Прежде чем начать, упомяну о классическом затруднении. Для некоторых руссоистов идея эволюционной основы человеческих войн неприемлема; это, впрочем, не мешает им считать, что человеческая миролюбивость имеет эволюционную основу. Такие ученые утверждают, что в плейстоцене войн не было – или, по меньшей мере, они происходили так редко, что никак не влияли на биологическую приспособленность наших предков. Поэтому генетические свойства современного человека, по их мнению, не имеют отношения к практике войны.

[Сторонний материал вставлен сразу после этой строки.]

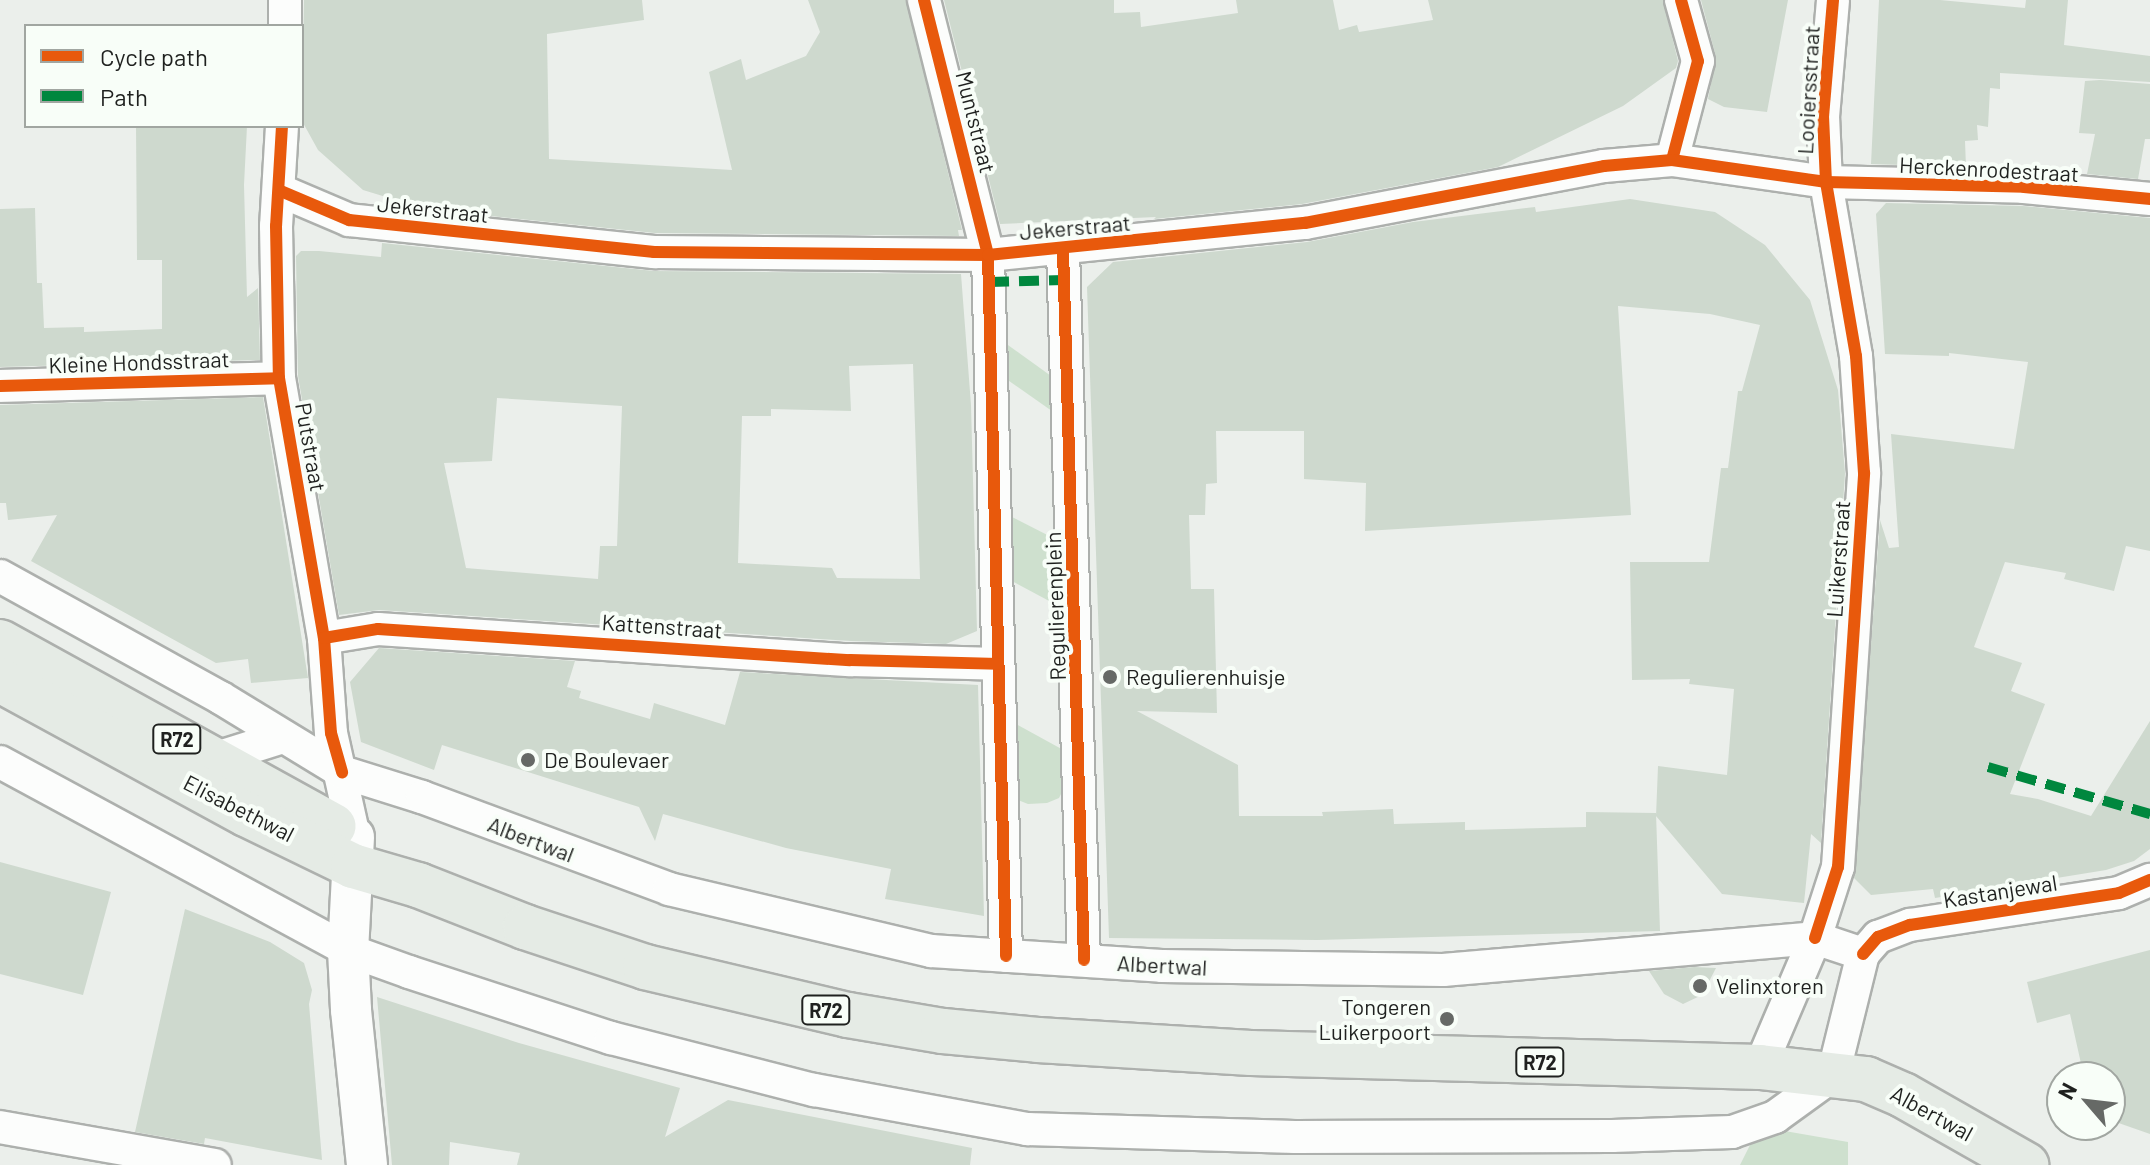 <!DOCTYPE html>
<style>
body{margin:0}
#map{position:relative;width:2150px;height:1165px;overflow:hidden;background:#ebefeb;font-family:Barlow,sans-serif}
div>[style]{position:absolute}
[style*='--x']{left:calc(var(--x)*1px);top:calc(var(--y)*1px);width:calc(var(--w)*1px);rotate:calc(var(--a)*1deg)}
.green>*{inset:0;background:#cee0ce}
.building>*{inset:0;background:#ced9ce}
.roads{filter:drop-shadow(2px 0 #adb0ad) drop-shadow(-2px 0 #adb0ad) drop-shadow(0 2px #adb0ad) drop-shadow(0 -2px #adb0ad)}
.minor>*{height:32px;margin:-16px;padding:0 16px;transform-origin:16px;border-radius:16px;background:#fcfdfc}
.tertiary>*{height:40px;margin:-20px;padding:0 20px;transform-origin:20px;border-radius:20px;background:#fcfdfc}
.primary>*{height:44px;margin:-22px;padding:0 22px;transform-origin:22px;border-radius:22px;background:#e5ebe5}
.quiet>*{height:10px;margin-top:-5px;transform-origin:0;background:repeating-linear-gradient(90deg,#00873e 0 20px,transparent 0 30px)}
.cycleway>*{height:12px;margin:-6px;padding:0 6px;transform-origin:6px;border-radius:6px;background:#e8590c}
.dots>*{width:22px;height:22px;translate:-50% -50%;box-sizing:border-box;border:4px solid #f8fef8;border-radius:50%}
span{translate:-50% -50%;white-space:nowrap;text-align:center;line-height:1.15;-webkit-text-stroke:8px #f8fef8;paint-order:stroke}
.shield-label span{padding:2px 6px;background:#f8fef8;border:2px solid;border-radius:6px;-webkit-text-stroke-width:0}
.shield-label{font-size:20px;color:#1f211f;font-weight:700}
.street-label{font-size:22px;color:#1f211f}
.poi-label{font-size:22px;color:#1f211f}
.left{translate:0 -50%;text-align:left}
.right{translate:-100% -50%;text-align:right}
.legend{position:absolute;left:24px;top:24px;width:280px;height:104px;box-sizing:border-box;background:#f8fef8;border:2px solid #a1a6a1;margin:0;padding:10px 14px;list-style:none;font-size:24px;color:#1f211f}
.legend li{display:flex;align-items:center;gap:16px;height:40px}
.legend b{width:40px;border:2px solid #a1a6a1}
.north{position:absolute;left:2046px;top:1061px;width:80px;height:80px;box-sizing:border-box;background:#f8fef8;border:2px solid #a1a6a1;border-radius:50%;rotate:298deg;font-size:22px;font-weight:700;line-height:32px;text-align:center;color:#1f211f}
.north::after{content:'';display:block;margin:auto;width:28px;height:36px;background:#666966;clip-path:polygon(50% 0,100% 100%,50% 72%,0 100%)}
</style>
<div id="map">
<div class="green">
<i style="clip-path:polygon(1001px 340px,1058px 381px,1059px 416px,1002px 376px)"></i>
<i style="clip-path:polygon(1008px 515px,1063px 543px,1066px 610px,1008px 579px)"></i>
<i style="clip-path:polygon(1014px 723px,1067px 752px,1066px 784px,1059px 798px,1047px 803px,1028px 804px,1018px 800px,1013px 790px)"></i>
<i style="clip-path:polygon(1779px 1130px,1848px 1142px,1848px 1165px,1740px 1165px,1750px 1145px)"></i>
</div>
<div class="building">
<i style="clip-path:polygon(304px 0,642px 0,644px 20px,547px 34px,549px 159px,732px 170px,709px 72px,741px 59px,746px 80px,806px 56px,820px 32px,808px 0,906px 0,962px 230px,958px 230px,959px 236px,655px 233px,385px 205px,386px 197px,363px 190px,318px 150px,302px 121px)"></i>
<i style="clip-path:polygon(944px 0,1114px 0,1114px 13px,1140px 12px,1141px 27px,1238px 13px,1236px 0,1333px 0,1339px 30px,1357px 25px,1359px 32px,1433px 20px,1428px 0,1663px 0,1678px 61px,1676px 68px,1623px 106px,1498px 167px,1302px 204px,1154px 219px,1156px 217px,1000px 224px)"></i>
<i style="clip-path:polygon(1701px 0,1788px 0,1767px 112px,1724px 107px,1708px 99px,1716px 57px)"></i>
<i style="clip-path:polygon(1879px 0,1940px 0,2025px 8px,2026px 0,2068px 0,2064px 45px,2150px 56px,2150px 82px,2000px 73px,2000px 89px,1990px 88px,1988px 127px,1977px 125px,1978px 140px,1965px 141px,1966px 167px,1871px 164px)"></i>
<i style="clip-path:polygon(2100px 80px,2150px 84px,2150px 139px,2145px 139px,2138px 179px,2087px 174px,2095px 134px,2079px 133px,2085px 81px)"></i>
<i style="clip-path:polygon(136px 126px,247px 126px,244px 185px,247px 297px,258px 288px,260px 360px,0 367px,0 209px,35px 208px,37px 283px,42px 283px,44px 328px,84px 327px,84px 332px,162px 329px,162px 260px,137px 260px)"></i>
<i style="clip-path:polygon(1630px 199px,1715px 212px,1765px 245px,1810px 300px,1838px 390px,1845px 473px,1821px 843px,1811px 834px,1804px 903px,1722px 894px,1656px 816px,1658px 766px,1727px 775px,1734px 689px,1689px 684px,1690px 679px,1632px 680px,1630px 562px,1709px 562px,1721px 468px,1728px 468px,1738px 391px,1742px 391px,1760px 325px,1710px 314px,1618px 306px,1631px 515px,1365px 531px,1366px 483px,1304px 479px,1304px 431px,1216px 431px,1217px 483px,1206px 484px,1205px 515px,1189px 515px,1191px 589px,1214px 589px,1217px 713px,1137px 711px,1238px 765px,1239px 816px,1323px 816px,1322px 812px,1393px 809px,1394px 824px,1465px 822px,1465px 830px,1586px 827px,1586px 812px,1656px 813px,1660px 931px,1317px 940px,1109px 938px,1087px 287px,1113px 262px,1307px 242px,1413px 222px,1535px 207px,1536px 212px)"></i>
<i style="clip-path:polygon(1886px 203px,2023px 206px,2150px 218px,2150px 551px,2126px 546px,2114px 591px,2064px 579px,2066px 573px,2005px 562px,1974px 647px,2022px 663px,2011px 691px,2045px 704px,2010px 794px,2038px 799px,2091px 816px,2150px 721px,2150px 849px,2134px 861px,2106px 870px,1935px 898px,1933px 889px,1871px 895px,1854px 878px,1880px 520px,1889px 548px,1899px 547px,1891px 434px,2014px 449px,2028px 362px,1949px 353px,1949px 356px,1885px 354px,1876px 214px)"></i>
<i style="clip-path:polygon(evenodd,382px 243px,654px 271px,961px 274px,971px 405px,977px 631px,946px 644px,851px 641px,379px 610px,339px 615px,298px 376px,296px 256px,301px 251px,319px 251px,381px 257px,382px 243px,913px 364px,920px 579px,837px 578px,832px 568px,738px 563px,742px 416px,771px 416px,771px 409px,851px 411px,849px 366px,913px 364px,382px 243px,497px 398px,622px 406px,617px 546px,600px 546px,598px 579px,466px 568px,444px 463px,492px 461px,497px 398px)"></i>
<i style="clip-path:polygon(263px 397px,308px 678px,251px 683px,248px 659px,216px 663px,31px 561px,57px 515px,8px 520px,6px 503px,0 503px,0 405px)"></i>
<i style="clip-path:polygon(379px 648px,575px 661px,567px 687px,581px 691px,579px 698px,650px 719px,654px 703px,725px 725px,740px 672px,978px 685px,984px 916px,885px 899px,891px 869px,786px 848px,663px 814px,655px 841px,639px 807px,442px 745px,434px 770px,361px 742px,350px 682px)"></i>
<i style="clip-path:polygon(0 862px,111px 892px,83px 995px,0 974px)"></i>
<i style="clip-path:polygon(185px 909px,270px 942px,304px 963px,312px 990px,309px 1004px,322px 1160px,205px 1138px,204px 1144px,135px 1132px)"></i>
<i style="clip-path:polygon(2150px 950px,2150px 1134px,2110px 1120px,2110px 1077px,2084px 1077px,2070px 1014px,2037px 1023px,2027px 982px)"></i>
<i style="clip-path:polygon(1694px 967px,1716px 968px,1702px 995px,1683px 1004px,1664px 994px,1649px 971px)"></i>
<i style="clip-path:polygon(377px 997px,519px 1043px,680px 1088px,665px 1137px,728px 1100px,972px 1148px,970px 1165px,517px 1165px,520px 1153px,450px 1142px,449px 1165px,392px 1165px)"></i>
</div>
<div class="roads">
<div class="minor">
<i style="--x:924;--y:0;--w:263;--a:75.9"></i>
<i style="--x:988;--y:255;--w:701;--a:88.53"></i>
<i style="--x:285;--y:26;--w:26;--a:-90"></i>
<i style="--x:282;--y:126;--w:100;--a:93.4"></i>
<i style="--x:276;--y:226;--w:152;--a:88.9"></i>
<i style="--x:279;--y:378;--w:264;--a:80.2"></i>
<i style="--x:324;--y:638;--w:95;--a:85.8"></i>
<i style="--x:331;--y:733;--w:107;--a:77.5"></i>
<i style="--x:1672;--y:160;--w:102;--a:-75.3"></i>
<i style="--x:1698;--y:61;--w:63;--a:-105.6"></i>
<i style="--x:281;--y:191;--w:74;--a:23.1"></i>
<i style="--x:349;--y:220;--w:307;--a:6"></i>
<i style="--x:654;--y:252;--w:334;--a:0.5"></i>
<i style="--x:988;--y:255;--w:319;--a:-5.8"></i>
<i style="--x:1305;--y:223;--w:304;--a:-10.8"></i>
<i style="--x:1604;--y:166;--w:68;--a:-5"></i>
<i style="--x:1672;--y:160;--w:156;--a:8.1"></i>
<i style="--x:1826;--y:182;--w:198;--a:1.4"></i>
<i style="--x:2024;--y:187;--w:127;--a:5.4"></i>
<i style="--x:1063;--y:250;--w:710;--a:88.31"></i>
<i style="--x:0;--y:386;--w:279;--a:-1.6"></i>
<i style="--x:0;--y:576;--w:252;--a:28.9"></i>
<i style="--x:221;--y:698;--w:142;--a:31.4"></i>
<i style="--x:342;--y:772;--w:84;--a:17.4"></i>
<i style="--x:422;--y:797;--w:264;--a:20.4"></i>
<i style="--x:669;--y:889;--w:269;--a:13.3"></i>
<i style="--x:931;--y:951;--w:231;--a:3.7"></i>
<i style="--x:1162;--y:966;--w:281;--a:0.8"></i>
<i style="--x:1443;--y:970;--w:373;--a:-4.9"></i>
<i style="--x:1815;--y:938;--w:51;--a:18.4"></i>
<i style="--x:324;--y:638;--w:55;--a:-9.5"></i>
<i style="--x:378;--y:629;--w:473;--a:3.8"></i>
<i style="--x:850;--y:660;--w:148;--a:1.5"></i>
<i style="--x:213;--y:759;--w:70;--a:-17.4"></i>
<i style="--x:0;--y:762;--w:396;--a:28.4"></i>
<i style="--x:348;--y:950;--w:65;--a:19.8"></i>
<i style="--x:409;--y:972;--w:213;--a:18.1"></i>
<i style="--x:611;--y:1038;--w:210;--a:14.4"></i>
<i style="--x:814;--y:1090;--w:217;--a:10.4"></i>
<i style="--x:1027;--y:1129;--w:268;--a:1.7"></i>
<i style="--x:1295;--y:1137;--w:317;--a:-0.2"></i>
<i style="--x:1612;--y:1136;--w:120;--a:-1.9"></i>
<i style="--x:1732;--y:1132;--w:46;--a:-19.2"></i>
<i style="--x:1775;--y:1117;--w:72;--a:-35.9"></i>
<i style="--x:1833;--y:1075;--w:125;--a:-76.1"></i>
<i style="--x:1863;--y:954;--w:23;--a:-49"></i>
<i style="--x:1878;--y:937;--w:34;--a:-21"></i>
<i style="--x:1910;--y:925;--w:211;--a:-8.7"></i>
<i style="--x:2119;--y:893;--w:34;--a:-23"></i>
<i style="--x:1760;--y:1067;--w:140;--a:-66.9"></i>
<i style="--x:1815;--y:938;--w:75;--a:-72.1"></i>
<i style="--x:1838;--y:867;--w:395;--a:-86.2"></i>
<i style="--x:1864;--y:473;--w:117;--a:-93.9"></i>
<i style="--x:1856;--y:356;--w:177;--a:-99.8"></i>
<i style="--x:1826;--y:182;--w:65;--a:-92.6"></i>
<i style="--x:1823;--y:117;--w:117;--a:-85.1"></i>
<i style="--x:0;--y:1127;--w:218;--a:10"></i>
</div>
<div class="tertiary">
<i style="--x:354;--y:837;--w:113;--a:93"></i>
<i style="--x:348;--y:950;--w:60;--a:87.1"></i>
<i style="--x:351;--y:1010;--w:156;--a:84.1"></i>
</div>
<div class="primary">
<i style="--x:0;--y:642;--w:381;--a:28.9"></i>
<i style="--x:0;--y:680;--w:280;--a:28.6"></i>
<i style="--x:246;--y:814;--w:119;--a:25.9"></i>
<i style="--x:353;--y:866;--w:68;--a:16.3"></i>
<i style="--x:418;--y:885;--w:115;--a:21.4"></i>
<i style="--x:525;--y:927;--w:126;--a:18.4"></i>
<i style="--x:645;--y:967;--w:209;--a:13.3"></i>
<i style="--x:848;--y:1015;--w:96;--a:9.6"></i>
<i style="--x:943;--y:1031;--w:95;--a:5.4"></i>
<i style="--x:1038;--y:1040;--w:213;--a:3.5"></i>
<i style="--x:1251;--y:1053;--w:509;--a:1.58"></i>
<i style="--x:1760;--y:1067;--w:107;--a:6.5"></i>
<i style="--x:1866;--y:1079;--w:40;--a:23.4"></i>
<i style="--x:1903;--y:1095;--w:142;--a:29.6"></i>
</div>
</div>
<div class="quiet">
<i style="--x:989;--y:282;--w:75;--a:-1.5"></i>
<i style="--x:1988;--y:767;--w:169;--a:16.2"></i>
</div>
<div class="cycleway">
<i style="--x:924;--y:0;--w:263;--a:75.9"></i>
<i style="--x:988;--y:255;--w:701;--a:88.53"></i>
<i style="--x:282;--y:126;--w:100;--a:93.4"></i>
<i style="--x:276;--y:226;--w:152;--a:88.9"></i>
<i style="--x:279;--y:378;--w:264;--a:80.2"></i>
<i style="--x:324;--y:638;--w:95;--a:85.8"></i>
<i style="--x:331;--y:733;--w:41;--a:74.2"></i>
<i style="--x:1672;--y:160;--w:102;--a:-75.3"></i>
<i style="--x:1698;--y:61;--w:63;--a:-105.6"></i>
<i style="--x:281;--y:191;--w:74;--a:23.1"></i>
<i style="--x:349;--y:220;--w:307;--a:6"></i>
<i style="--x:654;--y:252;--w:334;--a:0.5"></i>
<i style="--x:988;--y:255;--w:319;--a:-5.8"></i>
<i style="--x:1305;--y:223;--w:304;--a:-10.8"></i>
<i style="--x:1604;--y:166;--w:68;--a:-5"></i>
<i style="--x:1672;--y:160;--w:156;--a:8.1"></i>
<i style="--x:1826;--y:182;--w:198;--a:1.4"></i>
<i style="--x:2024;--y:187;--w:127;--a:5.4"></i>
<i style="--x:1063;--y:250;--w:710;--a:88.31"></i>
<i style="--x:0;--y:386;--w:279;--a:-1.6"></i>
<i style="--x:324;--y:638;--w:55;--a:-9.5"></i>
<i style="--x:378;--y:629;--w:473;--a:3.8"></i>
<i style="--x:850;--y:660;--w:148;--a:1.5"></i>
<i style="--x:1815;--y:938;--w:75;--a:-72.1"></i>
<i style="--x:1838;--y:867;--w:395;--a:-86.2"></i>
<i style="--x:1864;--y:473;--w:117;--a:-93.9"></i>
<i style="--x:1856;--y:356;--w:177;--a:-99.8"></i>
<i style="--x:1826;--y:182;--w:65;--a:-92.6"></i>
<i style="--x:1823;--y:117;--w:117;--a:-85.1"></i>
<i style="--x:1863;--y:954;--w:23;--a:-49"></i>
<i style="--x:1878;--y:937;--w:34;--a:-21"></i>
<i style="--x:1910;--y:925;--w:211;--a:-8.7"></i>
<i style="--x:2119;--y:893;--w:34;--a:-23"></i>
</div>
<div class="dots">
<i style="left:1110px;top:677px;background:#666966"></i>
<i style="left:528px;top:760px;background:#666966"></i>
<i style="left:1700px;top:986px;background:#666966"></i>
<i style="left:1447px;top:1019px;background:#666966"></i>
</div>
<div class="shield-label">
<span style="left:177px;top:739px">R72</span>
<span style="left:826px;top:1010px">R72</span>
<span style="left:1540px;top:1062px">R72</span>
</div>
<div class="street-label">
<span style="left:1808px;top:90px;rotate:-87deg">Looiersstraat</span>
<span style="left:976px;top:122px;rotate:76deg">Muntstraat</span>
<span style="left:1989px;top:169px;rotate:3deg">Herckenrodestraat</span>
<span style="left:433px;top:209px;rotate:6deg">Jekerstraat</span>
<span style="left:1075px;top:227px;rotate:-5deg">Jekerstraat</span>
<span style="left:139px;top:362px;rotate:-2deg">Kleine Hondsstraat</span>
<span style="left:311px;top:447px;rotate:80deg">Putstraat</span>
<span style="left:1838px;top:559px;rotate:-86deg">Luikerstraat</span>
<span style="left:1055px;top:606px;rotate:-92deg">Regulierenplein</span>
<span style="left:662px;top:626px;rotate:4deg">Kattenstraat</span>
<span style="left:239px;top:808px;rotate:27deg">Elisabethwal</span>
<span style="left:531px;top:839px;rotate:21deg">Albertwal</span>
<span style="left:2000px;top:891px;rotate:-9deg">Kastanjewal</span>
<span style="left:1162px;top:965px;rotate:3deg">Albertwal</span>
<span style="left:1932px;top:1113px;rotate:29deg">Albertwal</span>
</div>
<div class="poi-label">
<span class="left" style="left:1126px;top:677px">Regulierenhuisje</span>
<span class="left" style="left:544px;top:760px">De Boulevaer</span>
<span class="left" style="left:1716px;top:986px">Velinxtoren</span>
<span class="right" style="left:1431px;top:1019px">Tongeren<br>Luikerpoort</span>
</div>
<ul class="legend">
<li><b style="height:10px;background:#e8590c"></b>Cycle path</li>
<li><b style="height:10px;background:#00873e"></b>Path</li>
</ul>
<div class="north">N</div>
</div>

Многие опасения руссоистов основаны на представлении, что биология человека определяет его судьбу. Эта идея отражена в понятии “биологического детерминизма”. Биологический детерминизм – концепция довольно размытая, но основная ее мысль заключается в том, что мы, как роботы, бездумно подчиняемся программам, записанным в нашей ДНК. Из таких представлений возникает “образ человечества, опьяненного жаждой крови, на пути к неминуемым убийствам”, описанный последователем руссоизма археологом Брайаном Фергюсоном7. По причинам, к которым еще вернусь, я считаю проблему биологического детерминизма гораздо менее серьезной, чем она казалась руссоистам. Тем не менее биологический детерминизм заслуживает внимания, поскольку со времен Дарвина и до наших дней он незримо присутствует во всех спорах о прошлом, настоящем и будущем войн. Ключевой вопрос здесь следующий: если наши предки были биологически приспособлены к войнам в плейстоцене, значит ли это, что мы биологически предрасположены к войнам сегодня? Я считаю (и об этом мы поговорим ниже), что войн вполне можно избежать – но для этого нужно приложить сознательные усилия.
Все мы (или почти все) надеемся, что в будущем войн не будет. Поэтому многие, включая меня, радуются статистическим данным, показывающим снижение частоты войн в историческое и доисторическое время. Ведь это означает, что мы движемся в правильном направлении. Однако эта, казалось бы, простая мысль нравится не всем. Хотя руссоисты и мечтают о мире без войн, многим из них не нравится тезис, что насилия в мире становится меньше. Они подчеркивают: историческое снижение частоты войн означает, что в прошлом люди убивали друг друга чаще, чем сегодня; а представление о жестоком прошлом человечества кажется им слишком пессимистичным. Дуглас Фрай так объясняет это затруднение: если войны имеют древнее происхождение, значит, они естественны. А “если считать войны естественными, то нет особого смысла в попытках их предотвращать, ограничивать или искоренять”. Идея, что биологическая приспособленность к войнам означает их неизбежность, представляет собой классический пример биологического детерминизма8.